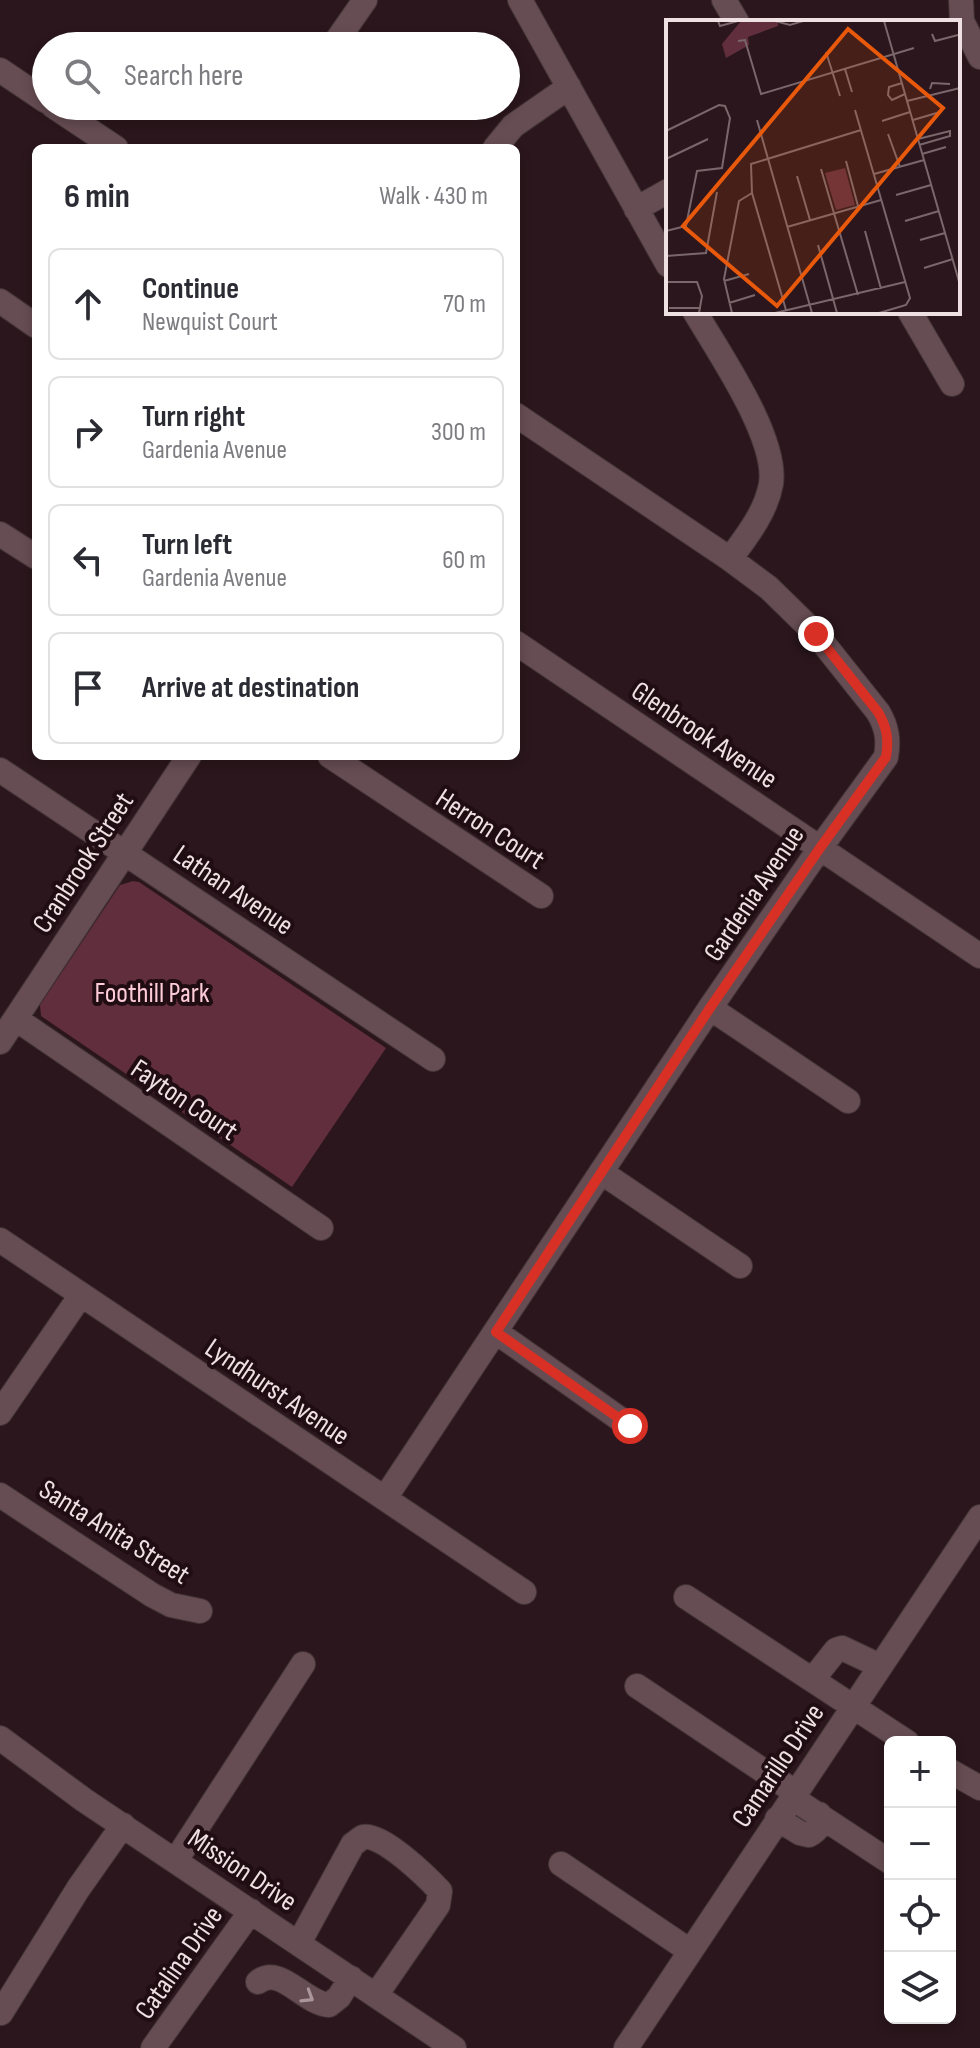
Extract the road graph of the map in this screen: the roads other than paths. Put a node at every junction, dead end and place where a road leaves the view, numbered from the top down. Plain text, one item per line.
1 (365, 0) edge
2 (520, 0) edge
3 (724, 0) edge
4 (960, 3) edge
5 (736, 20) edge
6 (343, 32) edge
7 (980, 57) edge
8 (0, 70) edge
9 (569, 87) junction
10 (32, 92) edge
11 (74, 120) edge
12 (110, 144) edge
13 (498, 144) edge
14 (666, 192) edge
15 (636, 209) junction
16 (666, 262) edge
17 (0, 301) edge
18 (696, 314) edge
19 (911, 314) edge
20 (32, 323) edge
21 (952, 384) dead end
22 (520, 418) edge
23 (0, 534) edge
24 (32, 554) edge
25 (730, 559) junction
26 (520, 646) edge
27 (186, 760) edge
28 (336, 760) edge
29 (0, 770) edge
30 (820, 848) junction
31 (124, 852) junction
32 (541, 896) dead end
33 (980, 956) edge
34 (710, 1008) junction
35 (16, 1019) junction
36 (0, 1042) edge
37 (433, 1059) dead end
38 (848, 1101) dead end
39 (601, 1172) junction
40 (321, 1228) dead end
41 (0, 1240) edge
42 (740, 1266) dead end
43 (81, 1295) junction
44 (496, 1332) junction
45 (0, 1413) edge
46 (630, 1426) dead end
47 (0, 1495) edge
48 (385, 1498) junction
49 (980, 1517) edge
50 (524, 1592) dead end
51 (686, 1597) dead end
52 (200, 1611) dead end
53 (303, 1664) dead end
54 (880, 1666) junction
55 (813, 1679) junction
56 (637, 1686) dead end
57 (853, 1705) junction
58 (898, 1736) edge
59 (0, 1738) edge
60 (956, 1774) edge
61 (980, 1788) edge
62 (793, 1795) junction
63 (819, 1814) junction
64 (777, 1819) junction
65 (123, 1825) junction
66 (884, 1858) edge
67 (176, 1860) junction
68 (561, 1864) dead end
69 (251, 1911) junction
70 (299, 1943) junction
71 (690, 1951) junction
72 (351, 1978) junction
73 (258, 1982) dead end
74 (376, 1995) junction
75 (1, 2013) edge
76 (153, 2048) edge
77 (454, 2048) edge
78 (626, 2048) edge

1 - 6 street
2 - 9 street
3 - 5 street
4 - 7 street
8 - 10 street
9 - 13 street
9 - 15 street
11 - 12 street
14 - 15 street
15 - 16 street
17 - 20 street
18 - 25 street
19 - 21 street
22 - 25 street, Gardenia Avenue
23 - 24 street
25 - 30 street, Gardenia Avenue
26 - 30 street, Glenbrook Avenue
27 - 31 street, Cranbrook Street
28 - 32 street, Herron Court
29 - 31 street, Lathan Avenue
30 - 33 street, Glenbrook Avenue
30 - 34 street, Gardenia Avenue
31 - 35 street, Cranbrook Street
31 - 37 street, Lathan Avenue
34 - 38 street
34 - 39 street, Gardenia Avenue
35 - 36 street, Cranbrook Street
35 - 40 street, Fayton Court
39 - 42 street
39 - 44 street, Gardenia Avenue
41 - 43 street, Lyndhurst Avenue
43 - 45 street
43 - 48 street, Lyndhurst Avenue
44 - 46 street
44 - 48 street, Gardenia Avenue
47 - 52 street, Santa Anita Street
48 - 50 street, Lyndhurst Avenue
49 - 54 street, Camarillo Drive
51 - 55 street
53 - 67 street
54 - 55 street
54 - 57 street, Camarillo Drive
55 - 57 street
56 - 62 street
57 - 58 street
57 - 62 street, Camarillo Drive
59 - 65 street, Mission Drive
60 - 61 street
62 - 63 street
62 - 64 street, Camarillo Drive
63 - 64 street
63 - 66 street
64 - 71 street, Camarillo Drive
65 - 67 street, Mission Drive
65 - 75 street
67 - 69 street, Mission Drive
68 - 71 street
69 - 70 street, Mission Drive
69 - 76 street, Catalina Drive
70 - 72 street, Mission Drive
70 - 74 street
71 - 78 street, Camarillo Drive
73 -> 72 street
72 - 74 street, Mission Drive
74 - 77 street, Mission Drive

☆ ☆ ☆ ☆

▶ **WHAT IS BEING ASKED**: Reproduce every entry above in full and exactly, though not its pictures.

▶ **ANSWER TO THE PROBLEM**:
Extract the road graph of the map in this screen: the roads other than paths. Put a node at every junction, dead end and place where a road leaves the view, numbered from the top down. Plain text, one item per line.
1 (365, 0) edge
2 (520, 0) edge
3 (724, 0) edge
4 (960, 3) edge
5 (736, 20) edge
6 (343, 32) edge
7 (980, 57) edge
8 (0, 70) edge
9 (569, 87) junction
10 (32, 92) edge
11 (74, 120) edge
12 (110, 144) edge
13 (498, 144) edge
14 (666, 192) edge
15 (636, 209) junction
16 (666, 262) edge
17 (0, 301) edge
18 (696, 314) edge
19 (911, 314) edge
20 (32, 323) edge
21 (952, 384) dead end
22 (520, 418) edge
23 (0, 534) edge
24 (32, 554) edge
25 (730, 559) junction
26 (520, 646) edge
27 (186, 760) edge
28 (336, 760) edge
29 (0, 770) edge
30 (820, 848) junction
31 (124, 852) junction
32 (541, 896) dead end
33 (980, 956) edge
34 (710, 1008) junction
35 (16, 1019) junction
36 (0, 1042) edge
37 (433, 1059) dead end
38 (848, 1101) dead end
39 (601, 1172) junction
40 (321, 1228) dead end
41 (0, 1240) edge
42 (740, 1266) dead end
43 (81, 1295) junction
44 (496, 1332) junction
45 (0, 1413) edge
46 (630, 1426) dead end
47 (0, 1495) edge
48 (385, 1498) junction
49 (980, 1517) edge
50 (524, 1592) dead end
51 (686, 1597) dead end
52 (200, 1611) dead end
53 (303, 1664) dead end
54 (880, 1666) junction
55 (813, 1679) junction
56 (637, 1686) dead end
57 (853, 1705) junction
58 (898, 1736) edge
59 (0, 1738) edge
60 (956, 1774) edge
61 (980, 1788) edge
62 (793, 1795) junction
63 (819, 1814) junction
64 (777, 1819) junction
65 (123, 1825) junction
66 (884, 1858) edge
67 (176, 1860) junction
68 (561, 1864) dead end
69 (251, 1911) junction
70 (299, 1943) junction
71 (690, 1951) junction
72 (351, 1978) junction
73 (258, 1982) dead end
74 (376, 1995) junction
75 (1, 2013) edge
76 (153, 2048) edge
77 (454, 2048) edge
78 (626, 2048) edge

1 - 6 street
2 - 9 street
3 - 5 street
4 - 7 street
8 - 10 street
9 - 13 street
9 - 15 street
11 - 12 street
14 - 15 street
15 - 16 street
17 - 20 street
18 - 25 street
19 - 21 street
22 - 25 street, Gardenia Avenue
23 - 24 street
25 - 30 street, Gardenia Avenue
26 - 30 street, Glenbrook Avenue
27 - 31 street, Cranbrook Street
28 - 32 street, Herron Court
29 - 31 street, Lathan Avenue
30 - 33 street, Glenbrook Avenue
30 - 34 street, Gardenia Avenue
31 - 35 street, Cranbrook Street
31 - 37 street, Lathan Avenue
34 - 38 street
34 - 39 street, Gardenia Avenue
35 - 36 street, Cranbrook Street
35 - 40 street, Fayton Court
39 - 42 street
39 - 44 street, Gardenia Avenue
41 - 43 street, Lyndhurst Avenue
43 - 45 street
43 - 48 street, Lyndhurst Avenue
44 - 46 street
44 - 48 street, Gardenia Avenue
47 - 52 street, Santa Anita Street
48 - 50 street, Lyndhurst Avenue
49 - 54 street, Camarillo Drive
51 - 55 street
53 - 67 street
54 - 55 street
54 - 57 street, Camarillo Drive
55 - 57 street
56 - 62 street
57 - 58 street
57 - 62 street, Camarillo Drive
59 - 65 street, Mission Drive
60 - 61 street
62 - 63 street
62 - 64 street, Camarillo Drive
63 - 64 street
63 - 66 street
64 - 71 street, Camarillo Drive
65 - 67 street, Mission Drive
65 - 75 street
67 - 69 street, Mission Drive
68 - 71 street
69 - 70 street, Mission Drive
69 - 76 street, Catalina Drive
70 - 72 street, Mission Drive
70 - 74 street
71 - 78 street, Camarillo Drive
73 -> 72 street
72 - 74 street, Mission Drive
74 - 77 street, Mission Drive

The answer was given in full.